*Exercise prompt*
Make your reply a word-for-word repeat of the records.

§

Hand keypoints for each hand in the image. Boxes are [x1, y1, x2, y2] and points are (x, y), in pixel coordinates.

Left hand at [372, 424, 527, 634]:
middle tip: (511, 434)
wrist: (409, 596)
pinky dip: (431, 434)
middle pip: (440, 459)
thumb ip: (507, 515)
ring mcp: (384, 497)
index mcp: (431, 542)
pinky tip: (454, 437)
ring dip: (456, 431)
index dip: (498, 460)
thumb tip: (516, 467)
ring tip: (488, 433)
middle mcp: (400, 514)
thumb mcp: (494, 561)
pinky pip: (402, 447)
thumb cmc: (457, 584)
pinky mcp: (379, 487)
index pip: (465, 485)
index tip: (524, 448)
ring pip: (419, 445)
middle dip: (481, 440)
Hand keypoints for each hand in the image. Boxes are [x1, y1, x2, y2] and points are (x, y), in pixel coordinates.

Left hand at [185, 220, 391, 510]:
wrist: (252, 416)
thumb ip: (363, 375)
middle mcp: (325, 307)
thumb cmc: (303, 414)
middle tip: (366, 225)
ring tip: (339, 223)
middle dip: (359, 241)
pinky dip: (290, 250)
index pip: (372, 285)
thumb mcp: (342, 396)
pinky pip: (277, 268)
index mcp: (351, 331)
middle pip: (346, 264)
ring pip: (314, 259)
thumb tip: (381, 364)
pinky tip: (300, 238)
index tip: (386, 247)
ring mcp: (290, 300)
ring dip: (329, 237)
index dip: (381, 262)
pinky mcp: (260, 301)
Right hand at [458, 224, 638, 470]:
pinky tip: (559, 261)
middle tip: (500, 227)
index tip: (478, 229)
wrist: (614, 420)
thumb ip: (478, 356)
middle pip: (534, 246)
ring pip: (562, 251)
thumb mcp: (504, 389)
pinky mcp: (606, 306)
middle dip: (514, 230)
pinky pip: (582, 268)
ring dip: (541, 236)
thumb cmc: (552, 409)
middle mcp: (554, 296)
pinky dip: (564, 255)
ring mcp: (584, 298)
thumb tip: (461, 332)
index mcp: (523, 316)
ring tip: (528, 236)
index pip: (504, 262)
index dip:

§

*Output for this exercise*
Hand keypoints for each hand in the image. Boxes are [x1, y1, x2, y2] and points are (x, y), in pixel coordinates.

Left hand at [372, 424, 527, 634]:
middle tip: (511, 434)
wrist: (409, 596)
pinky dip: (431, 434)
middle pip: (440, 459)
thumb ip: (507, 515)
ring mcp: (384, 497)
index mcp: (431, 542)
pinky tip: (454, 437)
ring dip: (456, 431)
index dip: (498, 460)
thumb tip: (516, 467)
ring tip: (488, 433)
middle mcp: (400, 514)
thumb mcp: (494, 561)
pinky pip: (402, 447)
thumb cmc: (457, 584)
pinky mcp: (379, 487)
index pip: (465, 485)
index tip: (524, 448)
ring pip: (419, 445)
middle dip: (481, 440)
Hand keypoints for each hand in the image. Boxes are [x1, y1, x2, y2] and points are (x, y), in pixel coordinates.

Left hand at [185, 220, 391, 510]:
wrist: (252, 416)
thumb ip: (363, 375)
middle mcp: (325, 307)
thumb cmc: (303, 414)
middle tip: (366, 225)
ring tip: (339, 223)
middle dip: (359, 241)
pinky dip: (290, 250)
index pip: (372, 285)
thumb mcp: (342, 396)
pinky pip: (277, 268)
index mcp: (351, 331)
middle pip: (346, 264)
ring pip: (314, 259)
thumb tip: (381, 364)
pinky tip: (300, 238)
index tip: (386, 247)
ring mcp: (290, 300)
ring dip: (329, 237)
index dip: (381, 262)
pinky mcp: (260, 301)
Right hand at [458, 224, 638, 470]:
pinky tip: (559, 261)
middle tip: (500, 227)
index tip: (478, 229)
wrist: (614, 420)
thumb ip: (478, 356)
middle pip: (534, 246)
ring pip: (562, 251)
thumb mcp: (504, 389)
pinky mcp: (606, 306)
middle dip: (514, 230)
pinky pip: (582, 268)
ring dip: (541, 236)
thumb cmc: (552, 409)
middle mcp: (554, 296)
pinky dip: (564, 255)
ring mcp: (584, 298)
thumb tip: (461, 332)
index mcp: (523, 316)
ring tip: (528, 236)
index pip: (504, 262)
index dip:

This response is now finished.